昨日の一件で、彼らの警戒が相当高まっていると判断した。
「号外! 号外だ。聞いてびっくり、警察隊を襲撃する者が現れたぞ!」
「本当か? 命知らずなやつが現れたものだな。」
新聞を片手に、高台に上って大声で話す男の周りには人だかりができていた。
商業が盛んな帝国では、複数社が新聞を発行している。情報の鮮度がものを言う商業において、商人が情報に敏感になるのは必然であった。
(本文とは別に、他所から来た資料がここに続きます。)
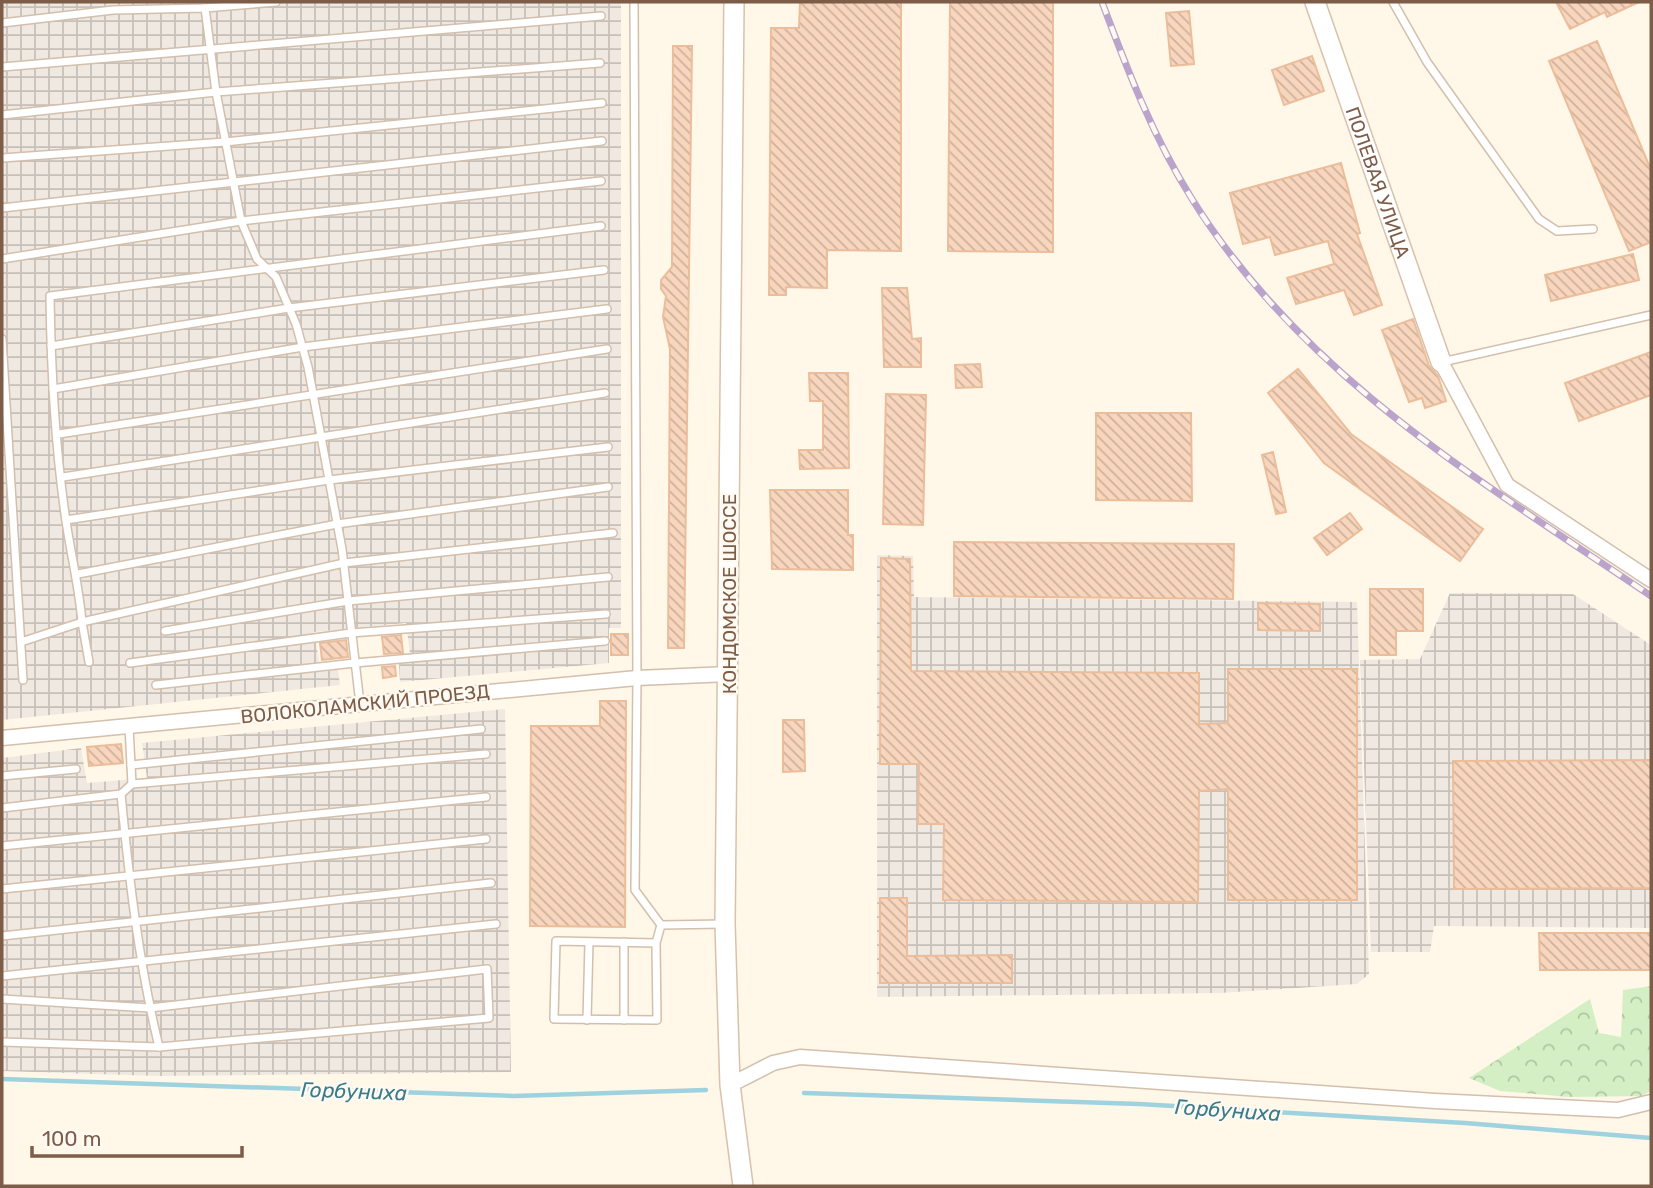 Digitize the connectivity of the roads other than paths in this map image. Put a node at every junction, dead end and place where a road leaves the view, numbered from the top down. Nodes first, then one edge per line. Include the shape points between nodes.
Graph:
1 (276, 2) edge
2 (634, 2) edge
3 (734, 2) edge
4 (1315, 2) edge
5 (1393, 2) edge
6 (205, 8) junction
7 (600, 16) dead end
8 (2, 23) edge
9 (213, 48) junction
10 (600, 63) dead end
11 (2, 67) edge
12 (216, 92) junction
13 (602, 103) dead end
14 (2, 115) edge
15 (602, 141) dead end
16 (225, 142) junction
17 (2, 158) edge
18 (601, 181) dead end
19 (233, 182) junction
20 (2, 208) edge
21 (241, 222) junction
22 (601, 226) dead end
23 (1593, 229) dead end
24 (2, 259) edge
25 (265, 267) junction
26 (604, 270) dead end
27 (289, 308) junction
28 (607, 309) dead end
29 (1651, 316) edge
30 (2, 339) edge
31 (51, 346) junction
32 (303, 347) junction
33 (607, 349) dead end
34 (1441, 362) junction
35 (53, 389) junction
36 (605, 393) dead end
37 (313, 396) junction
38 (59, 434) junction
39 (321, 436) junction
40 (608, 447) dead end
41 (63, 477) junction
42 (329, 480) junction
43 (608, 487) dead end
44 (66, 520) junction
45 (337, 524) junction
46 (613, 533) dead end
47 (344, 563) junction
48 (78, 574) junction
49 (608, 577) dead end
50 (1651, 580) edge
51 (348, 601) junction
52 (606, 614) dead end
53 (82, 622) junction
54 (165, 631) dead end
55 (351, 633) junction
56 (605, 641) dead end
57 (21, 642) junction
58 (89, 662) dead end
59 (130, 663) dead end
60 (355, 663) junction
61 (729, 674) junction
62 (637, 678) junction
63 (23, 680) dead end
64 (156, 685) dead end
65 (360, 704) junction
66 (128, 727) junction
67 (481, 729) dead end
68 (2, 738) edge
69 (486, 754) dead end
70 (131, 765) junction
71 (76, 769) dead end
72 (2, 776) edge
73 (132, 785) junction
74 (121, 794) junction
75 (486, 797) dead end
76 (2, 808) edge
77 (125, 832) junction
78 (486, 839) dead end
79 (2, 846) edge
80 (128, 874) junction
81 (491, 883) dead end
82 (2, 889) edge
83 (135, 922) junction
84 (495, 924) dead end
85 (725, 924) junction
86 (661, 925) junction
87 (2, 936) edge
88 (589, 942) junction
89 (624, 942) junction
90 (656, 943) junction
91 (143, 962) junction
92 (2, 976) edge
93 (2, 999) edge
94 (150, 1008) junction
95 (587, 1020) junction
96 (624, 1020) junction
97 (2, 1042) edge
98 (159, 1047) junction
99 (730, 1086) junction
100 (1651, 1102) edge
101 (743, 1186) edge

1 - 6 lane
2 - 62 lane
3 - 61 street, КОНДОМСКОЕ ШОССЕ
4 - 34 street, ПОЛЕВАЯ УЛИЦА
5 - 23 lane via 1427,62 1539,219 1558,232
6 - 8 lane via 113,10
6 - 9 lane
7 - 9 lane
9 - 11 lane
9 - 12 lane
10 - 12 lane
12 - 14 lane
12 - 16 lane
13 - 16 lane
15 - 19 lane
16 - 17 lane
16 - 19 lane
18 - 21 lane
19 - 20 lane
19 - 21 lane
21 - 24 lane
21 - 25 lane
22 - 25 lane
25 - 27 lane via 276,277
25 - 31 lane via 50,296
26 - 27 lane
27 - 31 lane
27 - 32 lane
28 - 32 lane
29 - 34 lane
30 - 57 lane
31 - 35 lane
32 - 35 lane
32 - 37 lane
33 - 37 lane
34 - 50 street via 1507,485
35 - 38 lane
36 - 39 lane
37 - 38 lane
37 - 39 lane
38 - 41 lane
39 - 41 lane
39 - 42 lane
40 - 42 lane
41 - 44 lane
42 - 44 lane
42 - 45 lane
43 - 45 lane
44 - 48 lane
45 - 47 lane
45 - 48 lane
46 - 47 lane
47 - 51 lane
47 - 53 lane
48 - 53 lane
49 - 51 lane
51 - 54 lane
51 - 55 lane
52 - 55 lane
53 - 57 lane
53 - 58 lane
55 - 59 lane
55 - 60 lane
56 - 60 lane
57 - 63 lane
60 - 64 lane
60 - 65 lane
61 - 62 street, ВОЛОКОЛАМСКИЙ ПРОЕЗД
61 - 85 street, КОНДОМСКОЕ ШОССЕ
62 - 65 street, ВОЛОКОЛАМСКИЙ ПРОЕЗД
62 - 86 lane via 635,890
65 - 66 street, ВОЛОКОЛАМСКИЙ ПРОЕЗД
66 - 68 street, ВОЛОКОЛАМСКИЙ ПРОЕЗД
66 - 70 lane
67 - 70 lane
69 - 73 lane
70 - 73 lane
71 - 72 lane
73 - 74 lane
74 - 76 lane
74 - 77 lane
75 - 77 lane
77 - 79 lane
77 - 80 lane
78 - 80 lane
80 - 82 lane
80 - 83 lane
81 - 83 lane
83 - 87 lane
83 - 91 lane
84 - 91 lane
85 - 86 lane
85 - 99 street, КОНДОМСКОЕ ШОССЕ
86 - 90 lane
88 - 89 lane
88 - 95 lane
88 - 95 lane via 556,941 554,1019
89 - 90 lane
89 - 96 lane
90 - 96 lane via 657,1020
91 - 92 lane
91 - 94 lane
93 - 94 lane
94 - 98 lane
94 - 98 lane via 487,969 489,1018
95 - 96 lane
97 - 98 lane
99 - 100 street via 773,1063 800,1057 1436,1101 1618,1110
99 - 101 street, КОНДОМСКОЕ ШОССЕ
近年では、商売に関する情報だけでなく、民衆の注意を引くような帝国内の事件についても新聞に載るようになった。
中には流言飛語も含まれているが、情報に飢えた民衆にとって重要なのは真偽よりも新事であった。
(昨夜のことがもう記事になっているの? 帝国で情報が伝わるのがこんなに早いとは思わなかった。)
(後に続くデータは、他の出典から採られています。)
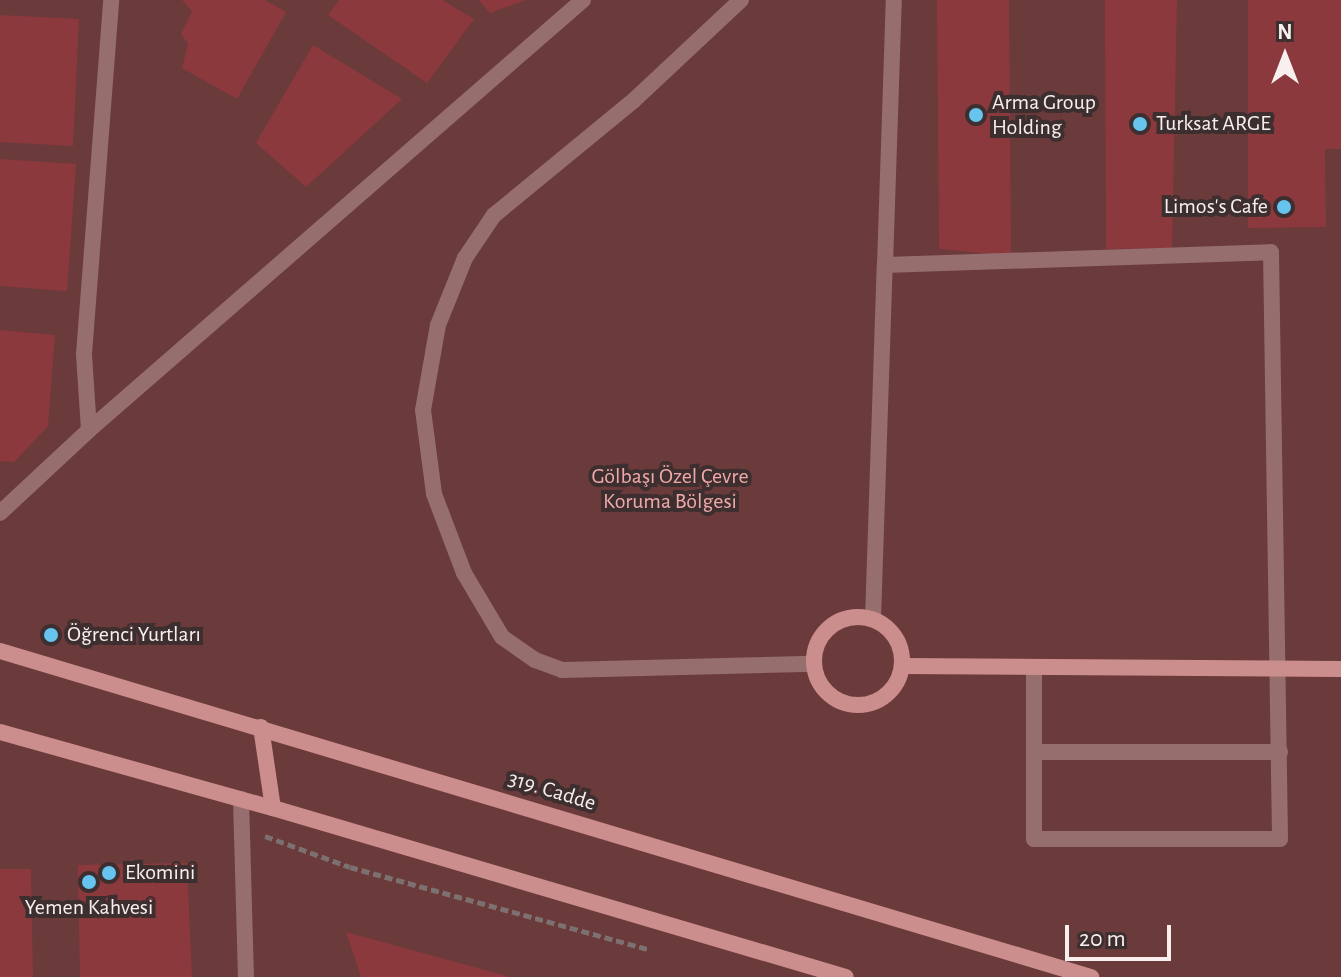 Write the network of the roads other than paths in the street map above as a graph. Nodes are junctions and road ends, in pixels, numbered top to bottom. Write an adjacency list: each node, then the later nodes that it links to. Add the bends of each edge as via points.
1 (111, 0): 6 (street, via 84,354)
2 (583, 0): 6 (street)
3 (741, 0): 10 (street, via 633,101 494,215 465,258 438,325 423,410 434,494 464,573 502,637 535,660 562,670)
4 (894, 0): 5 (street)
5 (885, 265): 8 (street); 13 (street, via 1271,252)
6 (89, 430): 7 (street)
7 (0, 513)
8 (873, 619): 10 (street, via 844,619 831,626 821,636); 11 (street, via 896,637)
9 (0, 651): 15 (street, 319. Cadde)
10 (814, 664): 11 (street, via 825,691 850,705 864,705 890,692)
11 (903, 666): 12 (street)
12 (1034, 667): 13 (street); 17 (street)
13 (1280, 668): 14 (street); 18 (street)
14 (1341, 669)
15 (261, 727): 20 (street); 23 (street, 319. Cadde)
16 (0, 732): 19 (street)
17 (1034, 752): 18 (street); 18 (street, via 1034,839 1280,839)
18 (1280, 752)
19 (241, 799): 20 (street); 21 (street)
20 (273, 808): 22 (street)
21 (246, 977)
22 (846, 977)
23 (1091, 977)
高台に上った男の話を聞きたくなったアイシャは、人だかりの方に向かう。周囲の男たちの殆どはアイシャより背が高く、決して小柄ではないアイシャからしても前方を見渡せないほどであった。
「帝国の機密情報を漏らした疑いのある火の国の商人の捜査中に、警察隊が襲撃されたんだ! 隊員の一人は大火傷を負った。襲撃犯は二名で、一人は火の魔法を使ったそうだぞ!」
高台の男は群衆に聞こえるよう、顔を真っ赤にして叫んでいる。
「火の魔法を使っただって? 一体何が狙いなんだ?」
「最近は帝国内のエフレイン人の取り締まりが厳しくなったからな。大方、追い詰められた連中が、警察隊を襲ったんだろう。」
アイシャの前にいる男たちが話し始めた。疑問だらけといった表情の男に対して、物知り顔の男が答えている。
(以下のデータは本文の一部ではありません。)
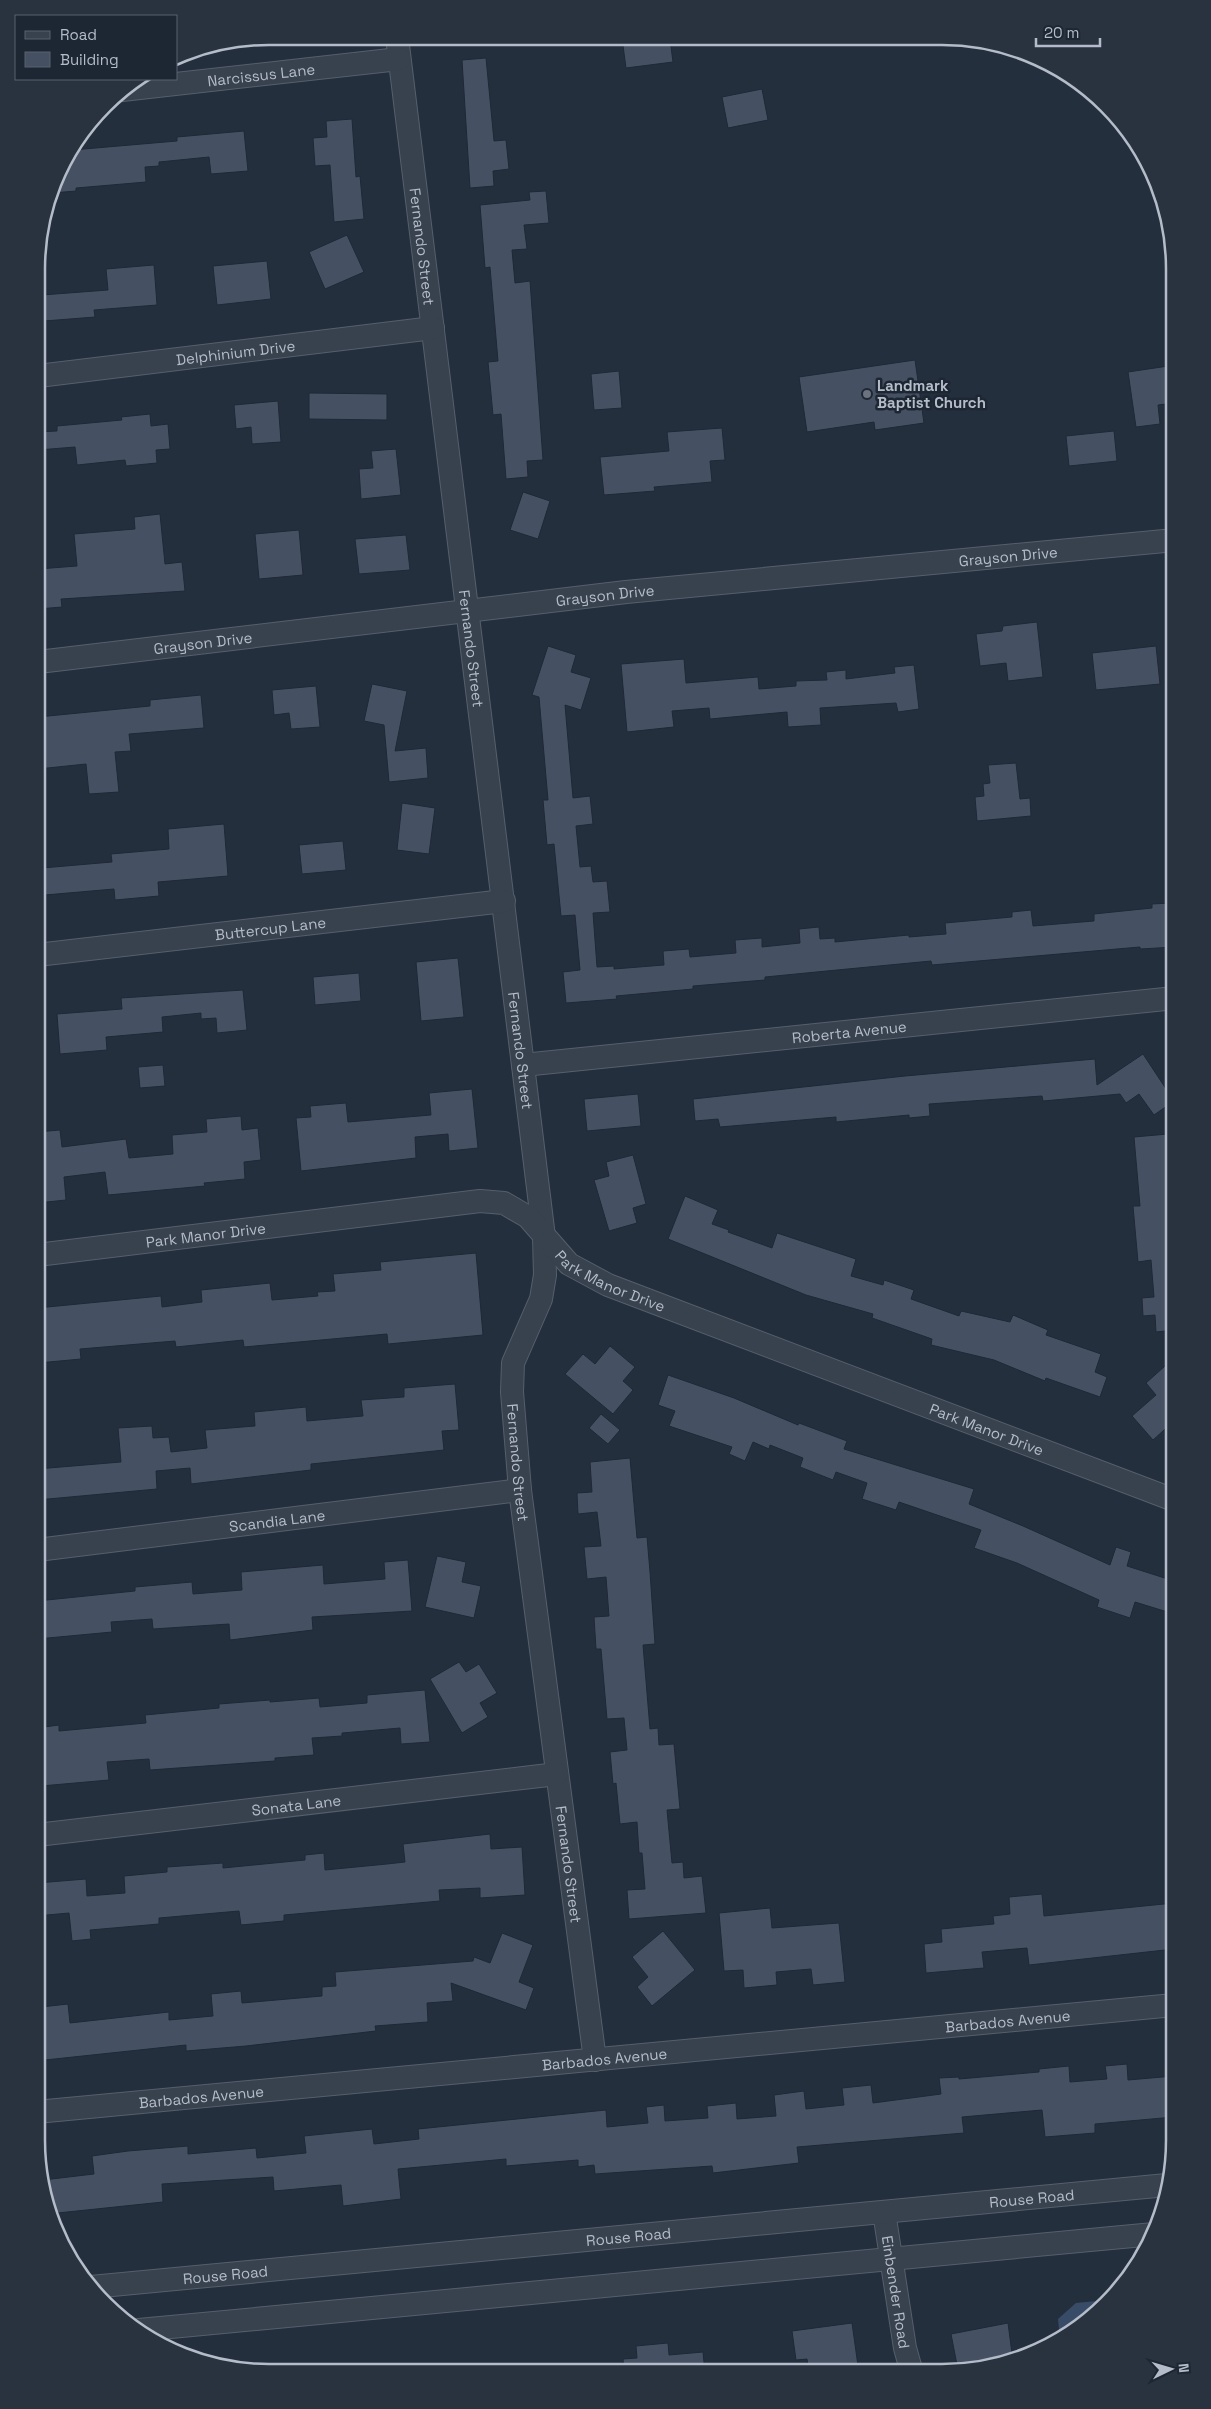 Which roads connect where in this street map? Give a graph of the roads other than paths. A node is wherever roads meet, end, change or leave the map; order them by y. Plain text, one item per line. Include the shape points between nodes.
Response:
1 (398, 48) edge
2 (138, 88) edge
3 (433, 328) junction
4 (45, 375) edge
5 (1166, 541) edge
6 (466, 610) junction
7 (45, 661) edge
8 (504, 901) junction
9 (45, 954) edge
10 (1166, 999) edge
11 (523, 1064) junction
12 (544, 1237) junction
13 (45, 1254) edge
14 (520, 1490) junction
15 (1166, 1497) edge
16 (45, 1549) edge
17 (557, 1774) junction
18 (45, 1834) edge
19 (1166, 2006) edge
20 (595, 2060) junction
21 (45, 2111) edge
22 (1162, 2186) edge
23 (884, 2212) junction
24 (1145, 2235) edge
25 (892, 2258) junction
26 (99, 2286) edge
27 (149, 2329) edge
28 (909, 2364) edge

1 - 2 street, Narcissus Lane
1 - 3 street, Fernando Street
3 - 4 street, Delphinium Drive
3 - 6 street, Fernando Street
5 - 6 street, Grayson Drive
6 - 7 street, Grayson Drive
6 - 8 street, Fernando Street
8 - 9 street, Buttercup Lane
8 - 11 street, Fernando Street
10 - 11 street, Roberta Avenue
11 - 12 street, Fernando Street
12 - 13 street, Park Manor Drive via 528,1217 504,1203 480,1201
12 - 14 street, Fernando Street via 545,1275 541,1299 514,1363 512,1392
12 - 15 street, Park Manor Drive via 569,1264 608,1285
14 - 16 street, Scandia Lane
14 - 17 street, Fernando Street
17 - 18 street, Sonata Lane
17 - 20 street, Fernando Street
19 - 20 street, Barbados Avenue
20 - 21 street, Barbados Avenue
22 - 23 street, Rouse Road
23 - 25 street, Einbender Road
23 - 26 street, Rouse Road
24 - 25 street
25 - 27 street
25 - 28 street, Einbender Road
「火の魔法を使ったのは若い女だそうだ! 赤い目が特徴だという情報を掴んでいる。他にも襲撃犯に関する情報を警察隊に渡せば、報酬が出るぞ! 詳しく知りたければ、帝国日刊新聞社の新聞を読んでくれ。一部で二ロンズだ!」
『報酬』という言葉を聞いた途端に、周囲の男たちは目の色を変えて高台の男に群がり始める。アイシャは慌ててその場を立ち去ろうとしたが、後ろから迫って来た男に押されて、前にいた物知り顔の男にぶつかってしまった。
「あっ、ごめんなさい。」
「いや、そっちこそ大丈夫かい? あれ、君は……?」
物知り顔の男と目が合ってしまう。男の表情が疑心から確信に変わるのは一瞬だった。
(しまった!)
アイシャは心臓が飛び上がる思いがした。踵を返して男から離れようとするが、男に肩を掴まれてしまう。
「君……。もう一度顔を見せてくれないか?」
アイシャは男の手を振り払い、素早く人混みに紛れ込んだ。
「おい、待ちなさい! 警察隊! 襲撃犯はここに居るぞ!」
男は血相を変えて叫ぶ。男の変わり様に、アイシャは恐怖を感じた。男の声は広場の騒々しさにかき消されて遠くまでは届かなかったが、周囲に居た人々は驚いた表情で振り返る。
(まずい。ひとまず広場から出ないと。)
華奢な身体で人混みを次々とすり抜けながら、アイシャは男から遠ざかる。男は何度も喚き散らしながらアイシャを追って来ているが、人混みに阻まれて思うように進めない。しかし、男の声は確実に人々に伝播していた。
「おい、今の聞いたか?」
「ああ、襲撃犯がここに居るって?」
情報は漣のように広がり、群衆が口々に話し出した。群衆の異様さに気付いた周囲の警察隊が、一段と警戒を強める。数名がアイシャの方に近づいて来た。アイシャは益々焦りを募らせる。
(どうしよう。このままだと逃げきれなくなる。)
もう打つ手が無いと思っていたその時、目の前にどこからともなく大柄の男が現れた。アイシャと同様に、全身を漆黒のローブで覆い顔をフードで隠している。驚いたアイシャを余所に、男は彼女の左腕を掴んで力強く引っ張った。
アイシャはつんのめりそうになりながらも体勢を立て直す。
「こっちだ。付いて来い。」
アイシャの方を見ずに、男は低い声で呟く。聞き覚えのある声に、アイシャは安堵を覚えた。男に対して不満を漏らす。
「父さん、一体どこにいたの?」
「話は後だ。今はこの場を切り抜けるぞ。」
男は一切立ち止まることなく、真っ直ぐに歩き続けた。男の前の人だかりは、見えない壁に押しのけられるように道を空け始めた。その様子が周囲の警察隊の注意を引いたようだ。一人の隊員が強く呼び止める。
「そこの二人、止まれ!」
男は隊員の制止を無視して、アイシャの方を肩越しに振り返る。
「仕方ない。今から転移するぞ。しっかり掴まれ。」
「うん。」
アイシャは小さく頷く。次の瞬間、左腕が千切れそうな勢いで引っ張られた。
「おい! 止まれと言っただろう。」
隊員が男の方に掴みかかろうとしたが、その手は虚空を掴んでいた。
「何だと。どこに行った!?」
隊員は素早く周囲を見回すが、何も見当たらない。二人の姿は一瞬にして消え去っていた。